Fabio Angeoletto ciência e saúde

Os macacos bêbados

Segundo o biólogo Robert Dudley, a atração pelo álcool conferiu aos primatas uma vantagem, em relação a outros animais, na competição por frutas maduras
Tipo Opinião
Fabio Angeoletto, professor da Universidade Federal de Rondonópolis (UFR) (Foto: Divulgação)
Foto: Divulgação Fabio Angeoletto, professor da Universidade Federal de Rondonópolis (UFR)

Nós não somos os únicos primatas a apreciar o álcool: outras espécies de macacos também o apreciam, ao ponto de ingerirem grandes quantidades de frutos fermentados (onde açúcares foram convertidos em etanol). Alguns primatologistas, inclusive, relatam casos de grande euforia entre macacos que usualmente se alimentam com esses frutos.

Dessas observações nasceu a hipótese do macaco bêbado, formulada pelo biólogo Robert Dudley.
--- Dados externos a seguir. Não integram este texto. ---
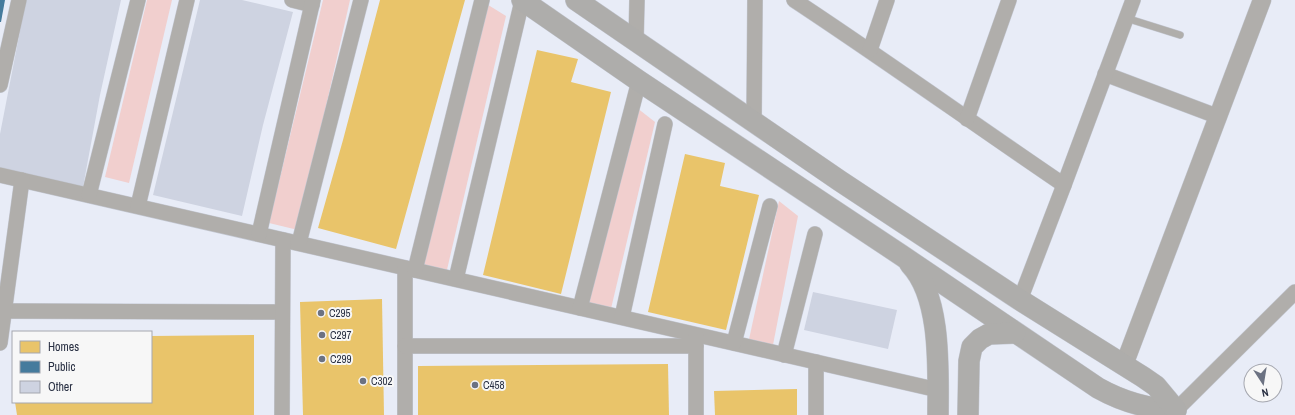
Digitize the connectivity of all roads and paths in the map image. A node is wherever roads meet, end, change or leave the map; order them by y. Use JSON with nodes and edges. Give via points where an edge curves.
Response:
{"nodes":[{"id":1,"x":19,"y":0,"type":"edge"},
{"id":2,"x":138,"y":0,"type":"edge"},
{"id":3,"x":187,"y":0,"type":"edge"},
{"id":4,"x":292,"y":0,"type":"edge"},
{"id":5,"x":361,"y":0,"type":"edge"},
{"id":6,"x":482,"y":0,"type":"edge"},
{"id":7,"x":522,"y":0,"type":"edge"},
{"id":8,"x":576,"y":0,"type":"edge"},
{"id":9,"x":637,"y":0,"type":"edge"},
{"id":10,"x":755,"y":0,"type":"edge"},
{"id":11,"x":794,"y":0,"type":"edge"},
{"id":12,"x":887,"y":0,"type":"edge"},
{"id":13,"x":1009,"y":0,"type":"edge"},
{"id":14,"x":1133,"y":0,"type":"edge"},
{"id":15,"x":1262,"y":0,"type":"edge"},
{"id":16,"x":313,"y":2,"type":"edge"},
{"id":17,"x":1126,"y":18,"type":"junction"},
{"id":18,"x":1180,"y":36,"type":"dead end"},
{"id":19,"x":636,"y":41,"type":"junction"},
{"id":20,"x":870,"y":50,"type":"junction"},
{"id":21,"x":1105,"y":74,"type":"junction"},
{"id":22,"x":639,"y":81,"type":"junction"},
{"id":23,"x":0,"y":85,"type":"edge"},
{"id":24,"x":1219,"y":117,"type":"junction"},
{"id":25,"x":966,"y":119,"type":"junction"},
{"id":26,"x":754,"y":121,"type":"junction"},
{"id":27,"x":665,"y":124,"type":"dead end"},
{"id":28,"x":0,"y":175,"type":"edge"},
{"id":29,"x":22,"y":180,"type":"junction"},
{"id":30,"x":840,"y":181,"type":"junction"},
{"id":31,"x":1064,"y":185,"type":"junction"},
{"id":32,"x":89,"y":195,"type":"junction"},
{"id":33,"x":825,"y":204,"type":"junction"},
{"id":34,"x":138,"y":206,"type":"junction"},
{"id":35,"x":770,"y":206,"type":"dead end"},
{"id":36,"x":259,"y":234,"type":"junction"},
{"id":37,"x":815,"y":234,"type":"dead end"},
{"id":38,"x":282,"y":240,"type":"junction"},
{"id":39,"x":299,"y":243,"type":"junction"},
{"id":40,"x":901,"y":255,"type":"junction"},
{"id":41,"x":410,"y":269,"type":"junction"},
{"id":42,"x":456,"y":279,"type":"junction"},
{"id":43,"x":1295,"y":292,"type":"edge"},
{"id":44,"x":1020,"y":300,"type":"junction"},
{"id":45,"x":580,"y":308,"type":"junction"},
{"id":46,"x":4,"y":311,"type":"junction"},
{"id":47,"x":282,"y":312,"type":"junction"},
{"id":48,"x":622,"y":317,"type":"junction"},
{"id":49,"x":1015,"y":333,"type":"junction"},
{"id":50,"x":696,"y":340,"type":"junction"},
{"id":51,"x":0,"y":343,"type":"edge"},
{"id":52,"x":734,"y":343,"type":"junction"},
{"id":53,"x":405,"y":346,"type":"junction"},
{"id":54,"x":784,"y":355,"type":"junction"},
{"id":55,"x":816,"y":362,"type":"junction"},
{"id":56,"x":1124,"y":365,"type":"junction"},
{"id":57,"x":938,"y":390,"type":"junction"},
{"id":58,"x":1180,"y":412,"type":"edge"},
{"id":59,"x":282,"y":415,"type":"edge"},
{"id":60,"x":405,"y":415,"type":"edge"},
{"id":61,"x":696,"y":415,"type":"edge"},
{"id":62,"x":816,"y":415,"type":"edge"},
{"id":63,"x":938,"y":415,"type":"edge"},
{"id":64,"x":968,"y":415,"type":"edge"}],
"edges":[{"from":1,"to":23,"type":"street"},
{"from":2,"to":32,"type":"street"},
{"from":3,"to":34,"type":"street"},
{"from":4,"to":16,"type":"street"},
{"from":5,"to":39,"type":"street"},
{"from":6,"to":41,"type":"street"},
{"from":7,"to":22,"type":"main road"},
{"from":7,"to":42,"type":"street"},
{"from":8,"to":19,"type":"main road"},
{"from":9,"to":19,"type":"street"},
{"from":10,"to":26,"type":"street"},
{"from":11,"to":20,"type":"street"},
{"from":12,"to":20,"type":"street"},
{"from":13,"to":25,"type":"street"},
{"from":14,"to":17,"type":"street"},
{"from":15,"to":24,"type":"street"},
{"from":16,"to":36,"type":"street"},
{"from":17,"to":18,"type":"lane"},
{"from":17,"to":21,"type":"street"},
{"from":19,"to":26,"type":"main road"},
{"from":20,"to":25,"type":"street"},
{"from":21,"to":24,"type":"street"},
{"from":21,"to":31,"type":"street"},
{"from":22,"to":33,"type":"main road"},
{"from":22,"to":45,"type":"street"},
{"from":24,"to":56,"type":"street"},
{"from":25,"to":31,"type":"street"},
{"from":26,"to":30,"type":"main road"},
{"from":27,"to":48,"type":"street"},
{"from":28,"to":29,"type":"street"},
{"from":29,"to":32,"type":"street"},
{"from":29,"to":46,"type":"street"},
{"from":30,"to":33,"type":"main road"},
{"from":30,"to":44,"type":"main road"},
{"from":31,"to":44,"type":"street"},
{"from":32,"to":34,"type":"street"},
{"from":33,"to":40,"type":"main road"},
{"from":34,"to":36,"type":"street"},
{"from":35,"to":52,"type":"street"},
{"from":36,"to":38,"type":"street"},
{"from":37,"to":54,"type":"street"},
{"from":38,"to":39,"type":"street"},
{"from":38,"to":47,"type":"street"},
{"from":39,"to":41,"type":"street"},
{"from":40,"to":49,"type":"main road"},
{"from":40,"to":57,"type":"main road","via":[[915,269],[929,300],[936,339]]},
{"from":41,"to":42,"type":"street"},
{"from":41,"to":53,"type":"street"},
{"from":42,"to":45,"type":"street"},
{"from":43,"to":58,"type":"street"},
{"from":44,"to":56,"type":"main road"},
{"from":45,"to":48,"type":"street"},
{"from":46,"to":47,"type":"street"},
{"from":46,"to":51,"type":"street"},
{"from":47,"to":59,"type":"street"},
{"from":48,"to":50,"type":"street"},
{"from":49,"to":58,"type":"main road","via":[[1113,396],[1143,407]]},
{"from":49,"to":64,"type":"main road","via":[[989,334],[972,347],[968,361]]},
{"from":50,"to":52,"type":"street"},
{"from":50,"to":53,"type":"street"},
{"from":50,"to":61,"type":"street"},
{"from":52,"to":54,"type":"street"},
{"from":53,"to":60,"type":"street"},
{"from":54,"to":55,"type":"street"},
{"from":55,"to":57,"type":"street"},
{"from":55,"to":62,"type":"street"},
{"from":56,"to":58,"type":"main road","via":[[1156,386]]},
{"from":57,"to":63,"type":"main road"}]}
Segundo ele, a atração pelo álcool conferiu aos primatas uma vantagem na competição com outros animais por frutas maduras. Ao fermentarem, as frutas desprendem o odor característico do álcool, que se dispersa pelo vento, indicando aos primatas a presença de fontes alimentares.

Seguindo o odor do etanol, nossos ancestrais teriam mais facilidade para encontrar frutos nutritivos. Pela óbvia vantagem evolutiva que esse comportamento representa, ele teria sido selecionado no decurso de nossa evolução.

A hipótese do biólogo americano encontra suporte em evidências variadas. A principal delas é genética: temos várias enzimas cuja única função é metabolizar o etanol que ingerimos. Nosso prazer em beber umas cervejas geladas há que ser também analisada desde um ponto de vista cultural.

A extraordinária capacidade dos seres humanos em criar ferramentas e modificar ambientes permitiu-lhes ir além dos resquícios de álcool contidos em frutas fermentadas. Temos quanto álcool quisermos, podemos beber até a morte, e, de fato, milhões de vidas foram ceifadas pelo seu consumo.

Eis o mais paradoxal dilema de nossos tempos: vivemos milhares de anos em ambientes onde a busca por alimentos era uma tarefa complexa. Nosso apetite por açúcar, álcool e gordura evoluiu num contexto onde um pouco mais de comida poderia significar a diferença entre a vida e a morte.

Imagine que pudéssemos transportar pelo tempo um ser humano de 20 mil anos atrás, e que pudéssemos metê-lo em um hipermercado. Qual seria a imensa surpresa e o deleite desse pré-histórico, ante a fartura de comida.

Hoje vivemos na sociedade da abundância, e o excesso nos adoenta. E os excessos, curiosamente, alimentam o ciclo eterno que gira em nossas cabeças animais: nossa gula é biológica, nosso aparato cultural nos permite saber que podemos combatê-la queimando calorias, através de exercícios físicos.